Dusenbery D B
School of Applied Biology, Georgia Institute of Technology, Atlanta 30332.
Biol Cybern. 1989;61(5):401-4. doi: 10.1007/BF00200805.
Klinokinesis is a behavioral mechanism in which an organism moves toward or away from a stimulus source by altering its frequency of change of direction without biasing its turns with respect to the stimulus field. Previous studies of a variety of organisms have demonstrated that rates of adaptation (or other information processing features) for increases and decreases in stimulus intensity are often very different from one another. In order to determine if such asymmetric signal processing could improve the efficiency of klinokinesis, computer modeling studies were performed. The model involved a simple generic version of klinokinesis in 2 dimensions with the rate of adaptation for increasing intensity varied independently of the rate for decreasing intensity.

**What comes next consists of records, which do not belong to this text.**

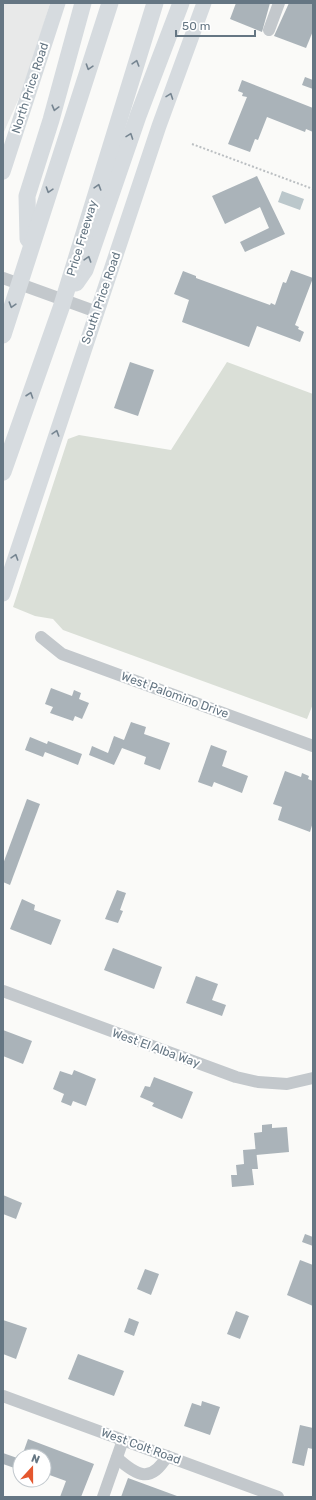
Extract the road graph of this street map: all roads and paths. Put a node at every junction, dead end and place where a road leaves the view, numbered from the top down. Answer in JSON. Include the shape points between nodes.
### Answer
{"nodes":[{"id":1,"x":58,"y":3,"type":"edge"},
{"id":2,"x":83,"y":3,"type":"edge"},
{"id":3,"x":110,"y":3,"type":"edge"},
{"id":4,"x":155,"y":3,"type":"edge"},
{"id":5,"x":181,"y":3,"type":"edge"},
{"id":6,"x":204,"y":3,"type":"edge"},
{"id":7,"x":279,"y":3,"type":"edge"},
{"id":8,"x":269,"y":30,"type":"dead end"},
{"id":9,"x":192,"y":144,"type":"dead end"},
{"id":10,"x":3,"y":172,"type":"edge"},
{"id":11,"x":313,"y":188,"type":"edge"},
{"id":12,"x":28,"y":254,"type":"junction"},
{"id":13,"x":3,"y":278,"type":"edge"},
{"id":14,"x":62,"y":305,"type":"junction"},
{"id":15,"x":97,"y":312,"type":"junction"},
{"id":16,"x":3,"y":335,"type":"edge"},
{"id":17,"x":3,"y":472,"type":"edge"},
{"id":18,"x":3,"y":594,"type":"edge"},
{"id":19,"x":41,"y":637,"type":"dead end"},
{"id":20,"x":313,"y":746,"type":"edge"},
{"id":21,"x":3,"y":991,"type":"edge"},
{"id":22,"x":313,"y":1078,"type":"edge"},
{"id":23,"x":3,"y":1396,"type":"edge"},
{"id":24,"x":123,"y":1440,"type":"junction"},
{"id":25,"x":167,"y":1456,"type":"junction"},
{"id":26,"x":117,"y":1458,"type":"junction"},
{"id":27,"x":103,"y":1497,"type":"edge"},
{"id":28,"x":278,"y":1497,"type":"edge"}],
"edges":[{"from":1,"to":10,"type":"main road","name":"North Price Road"},
{"from":2,"to":12,"type":"highway","one_way":true,"via":[[28,196]]},
{"from":3,"to":12,"type":"highway","one_way":true},
{"from":14,"to":4,"type":"highway","name":"Price Freeway","one_way":true},
{"from":14,"to":5,"type":"highway","one_way":true,"via":[[85,270],[131,135]]},
{"from":15,"to":6,"type":"main road","name":"South Price Road","one_way":true,"via":[[159,126]]},
{"from":7,"to":8,"type":"street"},
{"from":9,"to":11,"type":"path"},
{"from":12,"to":16,"type":"highway","one_way":true},
{"from":13,"to":15,"type":"street"},
{"from":17,"to":14,"type":"highway","name":"Price Freeway","one_way":true},
{"from":18,"to":15,"type":"main road","name":"South Price Road","one_way":true},
{"from":19,"to":20,"type":"street","name":"West Palomino Drive","via":[[62,654]]},
{"from":21,"to":22,"type":"street","name":"West El Alba Way","via":[[236,1077],[287,1084]]},
{"from":23,"to":24,"type":"street","name":"West Colt Road"},
{"from":24,"to":25,"type":"street","name":"West Colt Road"},
{"from":24,"to":26,"type":"street"},
{"from":25,"to":26,"type":"street","via":[[154,1472],[144,1474],[133,1472]]},
{"from":25,"to":28,"type":"street","name":"West Colt Road"},
{"from":26,"to":27,"type":"street"}]}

The effects of three types of noise that limit the performance of the model were tested - intensity noise, motor noise, and developmental noise. The results demonstrated that, with all three types of noise, the two adaptation rates had quite different effects on efficiency. The overall pattern of effects was different for each type of noise. In the cases of intensity noise and motor noise, the optimum combination of adaptation rates had a 3- to 5-fold higher rate for decreases in attractant than for increases, which is similar to what has previously been found with bacteria and nematodes.